И Пискун с недавних пор переменился. Уже не толковал, как бывало, о своих хозяйственных соображениях, а только приказывал: сделай то, сделай это. Может, и он за Устюху боится, может, что другое на уме…
Решил Корнюха без мешканья получить с Пискуна заработанное, развязать себе руки и уж потом отшивать от Устюхи Агапку. Вечером пошел в дом хозяина. Сидит Харитон за убранным столом, накрытым белой скатертью, в новой рубахе, гладенький, причесанный, ведет с Хавроньей душевный разговор. На сухоньком личике – благость.
«В добрый час пришел», – подумал Корнюха.
– Ну, Малафеич, посчитай, сколько я у тебя заработал.
– Что заторопился? – Как с вареной картофелины кожура, слезла с его лица благость.
– Должен же я знать, что у меня имеется. Посчитай, Малафеич.
– А что считать, у меня давно твое посчитано. Хлебушко, в яме спрятанное, твое.
– Как так?
– Что, мало?
– Нет, не мало… – В том‑то и дело, что зерна там было куда больше, чем рассчитывал Корнюха получить, и в первый момент опешил, ушам своим не поверил.
– Ежели не мало – бери.
Корнюха побежал на гумно, ломом отвалил мерзлый пласт дерна, выворотил доску – темно в яме, ничего не видно. Лег на живот, сунул руку – пусто. Что за чертовщина? Зерна, помнится, насыпал доверху. Неужели оно так здорово осело? Втиснулся в дыру, спустился вниз. Зерна в яме осталось меньше половины. Вот она, щедрость Пискуна! Тайком опустошил и – на`, бери остатки. Ну и сволочня! Ну и поганка! Обожди же…
С ломом в руках вошел в дом, поставил лом у порога, приткнув к косяку.
– Ты что, старый хрыч, обжулить меня хочешь?
– Мало тебе?! – вроде бы удивился Пискун. – Самая божеская цена. Другой бы и этого не дал. За аренду плачу я, на моем коне работал, мои семена сеял. Твоего – одни руки. А за них у кого хочешь спроси, много не дадут.
– Ага‑а… Вон что ты запел. А это видел? – Корнюха поднял лом. – Тресну один раз, и от тебя ничего, кроме вони, не останется.
Хавронья подалась от стола и боком‑боком к порогу, а там – шасть за двери, только сарафан, будто лисий хвост, мелькнул.

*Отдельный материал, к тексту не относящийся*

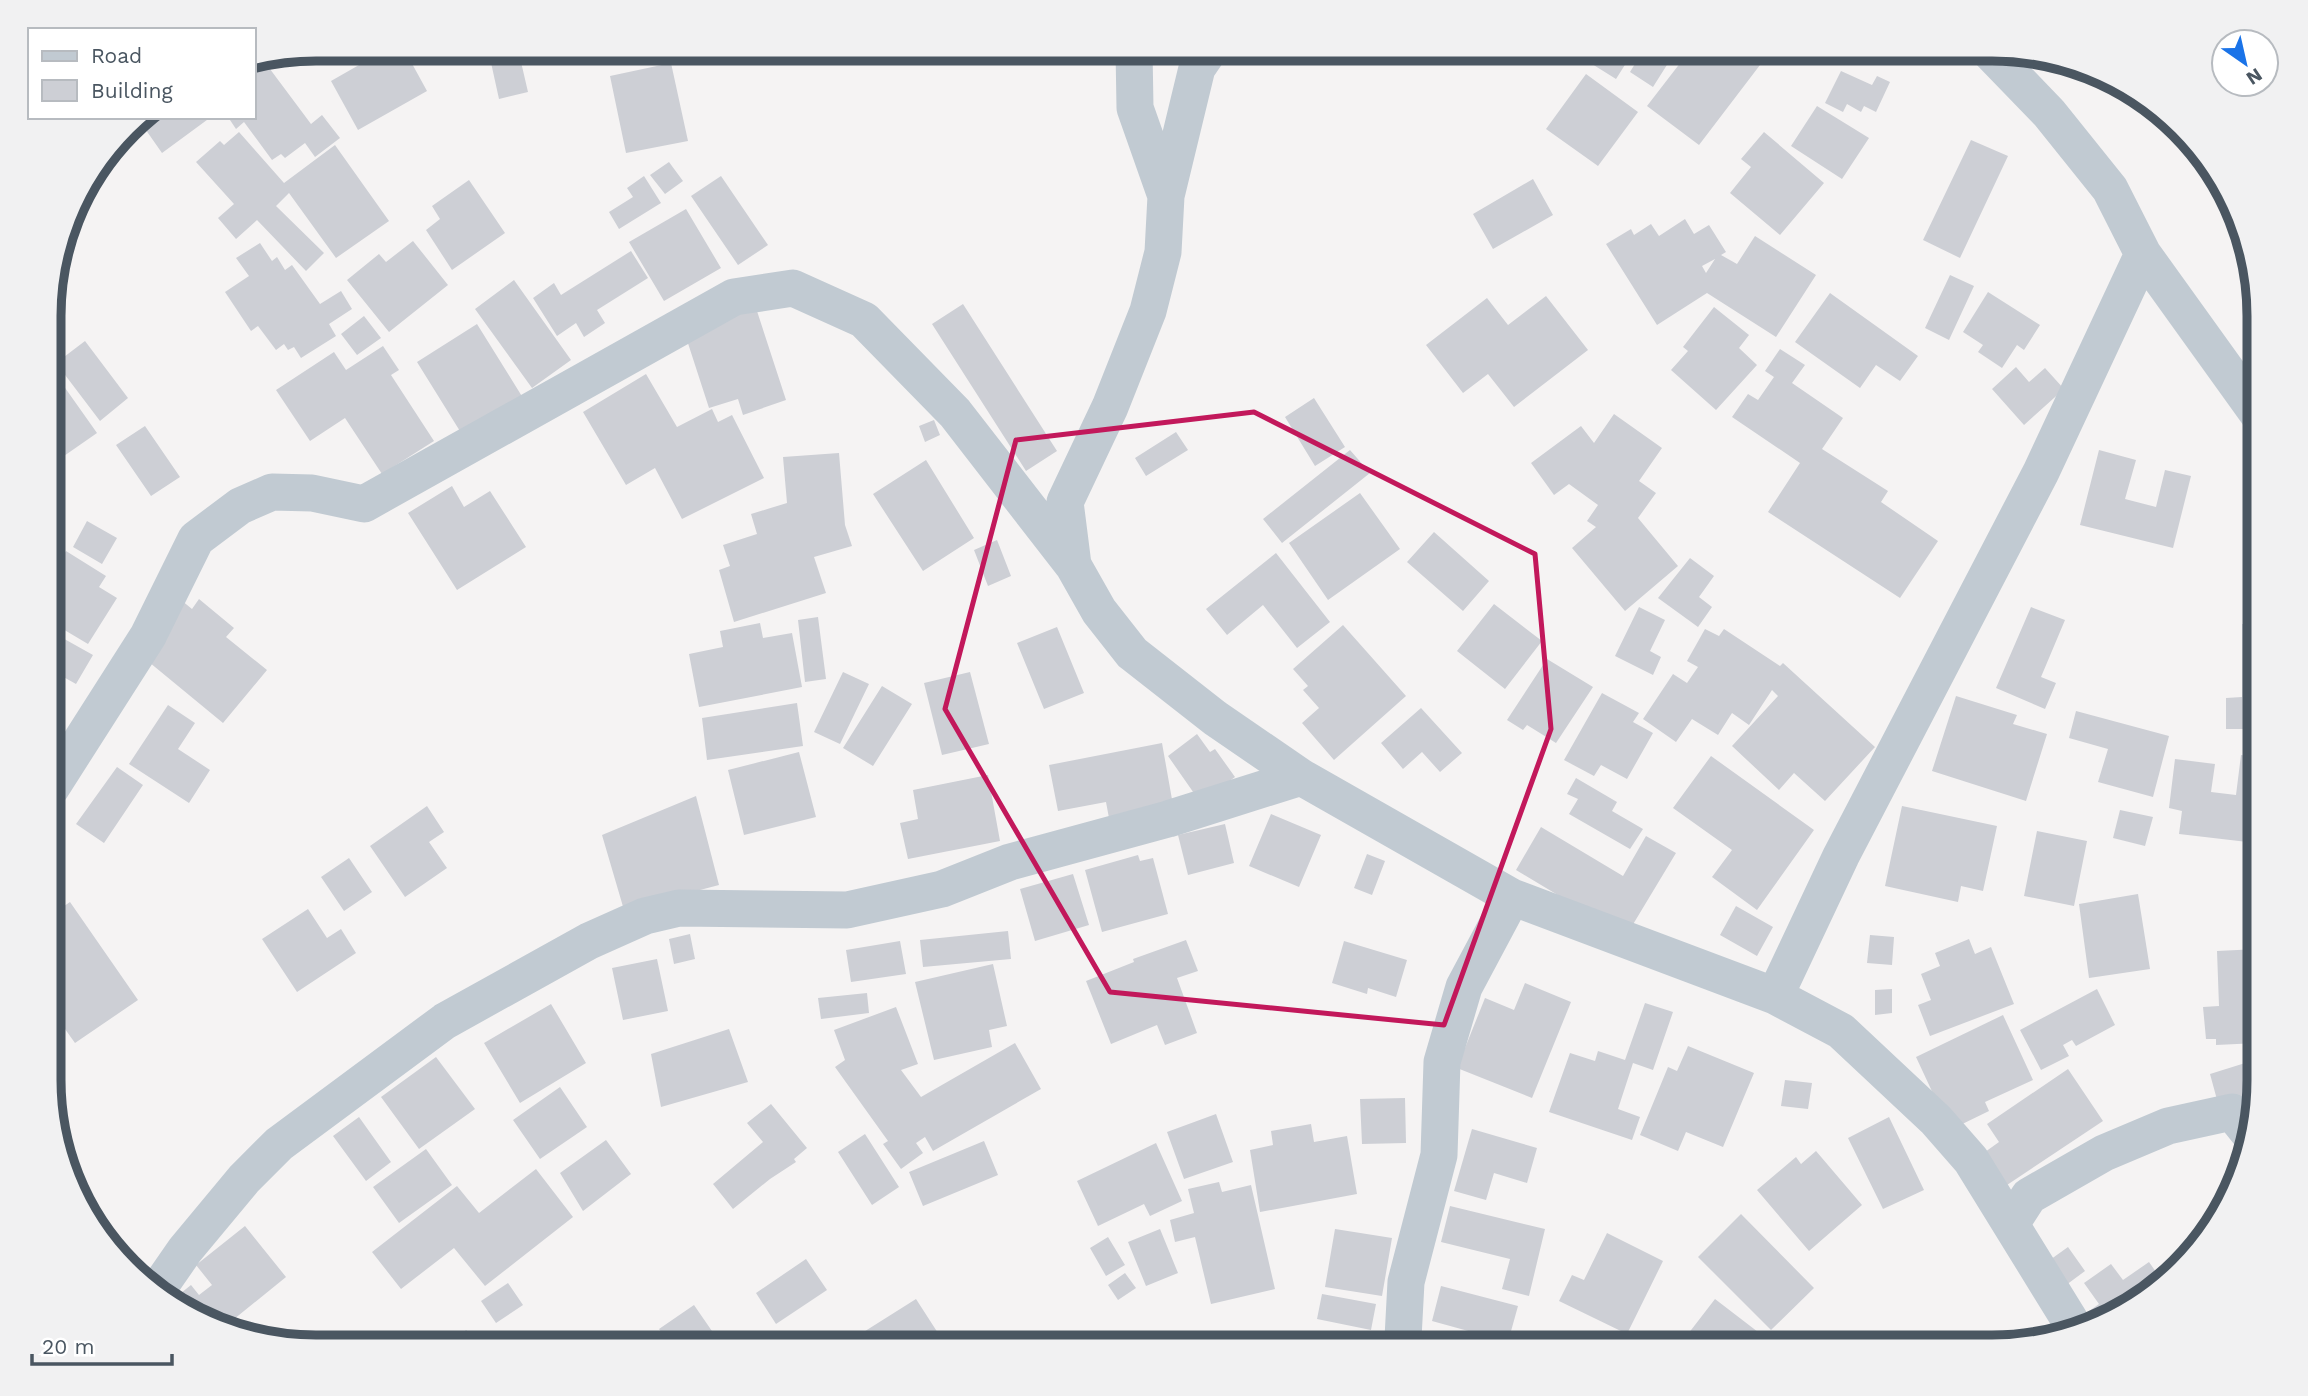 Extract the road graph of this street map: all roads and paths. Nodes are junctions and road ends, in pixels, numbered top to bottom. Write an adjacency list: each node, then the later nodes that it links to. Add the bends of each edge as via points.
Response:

Из‑за перегородки, с кути, вылетел с поленом Агапка, но, увидев в руках Корнюхи лом, остановился.
– A‑а, и ты тут? Иди поближе! Сокрушу к чертовой матери всю вашу родову! Кулачье, кровопивцы! – И ахнул ломом по столу. С хрустом проломились доски, фаянсовая тарелка разлетелась на белые брызги. Побелевший Пискун сжался в комочек, стал меньше воробья. Снова подняв лом, Корнюха повернулся к Агапке, но распахнулась дверь, в дом влетела Устюха и повисла у него на руках.
– Ты с ума сошел! Иди, иди… – Настойчиво, но в то же время как‑то очень бережно она подтолкнула его к двери. А тут Агапка про полено вспомнил, кинулся на Корнюху, ловчась стукнуть его по голове.
– Прочь отсюда! – Устюха выхватила из его рук полено, бросила к порогу.
Поддерживая, словно больного или пьяного, она увела Корнюху в зимовье, усадила на лавку.